Using the C++ 17 std::byte data type
Platform-dependent data types are always a little bit disturbing. A programming language should have data types that don't change in size from one platform to another. Countless hours have been wasted in defining macros and other contrapments that try to ensure that a data type has a constant size across platforms. While they have succeeded to some extent, it has become ever more tedious with new microprocessors and wider data types, from 8-bit to 16-bit to 32-bit to 64-bit integers and beyond.
Even the lowly 8-bit byte or octet has not been immune to this. The fundamental problem with C and C++ (and with many other languages as well) has always been their insistence to originally treat bytes and characters as somehow equivalent.

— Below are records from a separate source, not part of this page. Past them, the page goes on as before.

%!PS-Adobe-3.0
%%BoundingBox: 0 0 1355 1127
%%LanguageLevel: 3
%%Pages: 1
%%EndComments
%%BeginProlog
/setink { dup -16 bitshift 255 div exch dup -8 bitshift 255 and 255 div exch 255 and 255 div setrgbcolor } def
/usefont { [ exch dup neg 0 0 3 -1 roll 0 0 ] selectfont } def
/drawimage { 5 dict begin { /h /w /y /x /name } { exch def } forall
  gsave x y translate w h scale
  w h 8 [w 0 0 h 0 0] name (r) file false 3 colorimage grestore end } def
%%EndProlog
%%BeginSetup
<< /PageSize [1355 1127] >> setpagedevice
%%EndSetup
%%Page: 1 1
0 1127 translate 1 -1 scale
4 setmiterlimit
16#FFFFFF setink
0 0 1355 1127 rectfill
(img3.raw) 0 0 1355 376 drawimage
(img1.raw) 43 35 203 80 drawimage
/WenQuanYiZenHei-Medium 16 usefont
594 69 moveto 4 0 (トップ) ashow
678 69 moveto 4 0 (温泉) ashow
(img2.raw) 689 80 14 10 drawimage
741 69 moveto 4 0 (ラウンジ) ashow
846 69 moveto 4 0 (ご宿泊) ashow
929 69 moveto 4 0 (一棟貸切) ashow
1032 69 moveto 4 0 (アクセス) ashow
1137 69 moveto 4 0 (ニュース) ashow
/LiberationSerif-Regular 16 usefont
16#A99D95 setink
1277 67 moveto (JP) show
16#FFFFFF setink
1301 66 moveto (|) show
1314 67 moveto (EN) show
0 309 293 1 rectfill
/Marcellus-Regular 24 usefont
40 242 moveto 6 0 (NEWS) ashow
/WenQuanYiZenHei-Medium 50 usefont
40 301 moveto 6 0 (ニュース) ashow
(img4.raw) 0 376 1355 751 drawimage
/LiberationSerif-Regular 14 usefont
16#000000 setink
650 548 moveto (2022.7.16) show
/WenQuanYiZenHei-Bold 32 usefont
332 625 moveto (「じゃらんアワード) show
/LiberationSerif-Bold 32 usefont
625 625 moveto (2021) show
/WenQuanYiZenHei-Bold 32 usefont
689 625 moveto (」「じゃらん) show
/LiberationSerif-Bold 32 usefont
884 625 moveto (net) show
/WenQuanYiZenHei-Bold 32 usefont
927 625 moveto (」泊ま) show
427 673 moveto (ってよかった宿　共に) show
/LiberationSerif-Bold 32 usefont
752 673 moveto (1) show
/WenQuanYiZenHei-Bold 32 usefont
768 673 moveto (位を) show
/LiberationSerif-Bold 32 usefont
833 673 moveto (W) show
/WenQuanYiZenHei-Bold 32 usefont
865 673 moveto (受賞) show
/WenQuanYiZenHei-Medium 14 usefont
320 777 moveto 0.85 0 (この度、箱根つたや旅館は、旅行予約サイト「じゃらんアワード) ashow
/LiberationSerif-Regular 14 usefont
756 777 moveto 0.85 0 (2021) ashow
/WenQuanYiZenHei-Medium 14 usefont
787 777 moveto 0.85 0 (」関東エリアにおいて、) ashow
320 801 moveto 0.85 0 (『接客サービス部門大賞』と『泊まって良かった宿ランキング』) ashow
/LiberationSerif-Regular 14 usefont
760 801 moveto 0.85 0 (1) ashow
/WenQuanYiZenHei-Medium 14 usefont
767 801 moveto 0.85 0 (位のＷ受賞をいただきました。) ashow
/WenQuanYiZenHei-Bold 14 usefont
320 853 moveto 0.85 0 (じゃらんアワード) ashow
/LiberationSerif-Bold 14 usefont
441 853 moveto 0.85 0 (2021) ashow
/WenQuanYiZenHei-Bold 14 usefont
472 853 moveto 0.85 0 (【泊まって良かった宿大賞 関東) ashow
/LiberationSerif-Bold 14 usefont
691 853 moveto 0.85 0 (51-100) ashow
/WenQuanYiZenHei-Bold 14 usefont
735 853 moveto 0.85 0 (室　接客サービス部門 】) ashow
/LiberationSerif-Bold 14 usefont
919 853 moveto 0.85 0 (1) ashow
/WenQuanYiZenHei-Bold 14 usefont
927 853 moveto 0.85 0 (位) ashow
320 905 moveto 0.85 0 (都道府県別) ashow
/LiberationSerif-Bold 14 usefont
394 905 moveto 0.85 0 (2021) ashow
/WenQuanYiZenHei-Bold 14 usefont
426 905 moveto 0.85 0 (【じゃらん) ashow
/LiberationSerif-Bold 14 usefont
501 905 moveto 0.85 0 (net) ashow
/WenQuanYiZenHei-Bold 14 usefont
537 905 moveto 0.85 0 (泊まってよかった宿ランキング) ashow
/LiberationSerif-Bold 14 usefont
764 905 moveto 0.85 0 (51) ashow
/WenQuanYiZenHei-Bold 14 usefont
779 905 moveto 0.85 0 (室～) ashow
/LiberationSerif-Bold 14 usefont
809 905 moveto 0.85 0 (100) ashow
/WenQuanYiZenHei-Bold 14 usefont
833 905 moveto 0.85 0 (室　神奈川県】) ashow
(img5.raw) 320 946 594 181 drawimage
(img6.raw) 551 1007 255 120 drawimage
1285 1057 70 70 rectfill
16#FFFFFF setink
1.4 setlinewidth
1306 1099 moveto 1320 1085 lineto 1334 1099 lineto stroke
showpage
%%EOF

This worked when everyone used ASCII, but that was a long time ago, and with the need to use "wide" characters and ultimately the move to Unicode with up to 32-bit code points, it became clear that the idea of one byte equalling one character was no good anymore (it never was, of course, but we didn't know it yet).
So we have ended up in a situation where handling binary data and
handling text have completely different requirements.
Beyond the practically uniform definition of a byte
as an octet (in modern computer architectures),
there has been confusion in C and C++ about signed and
unsigned bytes with regard to bytes. Ostensibly, a char
is seven bits, while an unsigned char
is eight bits,
but the default char
type of a given platform could
be signed or unsigned, so the madness still continues. (It's even more
complicated, but I don't want to go there, since there is a better
way, so read on.)
Use std::byte
for binary data
Just as it's better to forget about strings as arrays of characters,
and use the C++ std::string
type instead, it's better to
adopt the std::byte
data type for dealing with binary
data.
The std::byte
data type was introduced in C++ 17, and
it is limited on purpose, and somewhat peculiar in the sense that it only describes
a collection of bits and some operations you can perform on them, but it does
not do double duty as a character type or an arithmetic type.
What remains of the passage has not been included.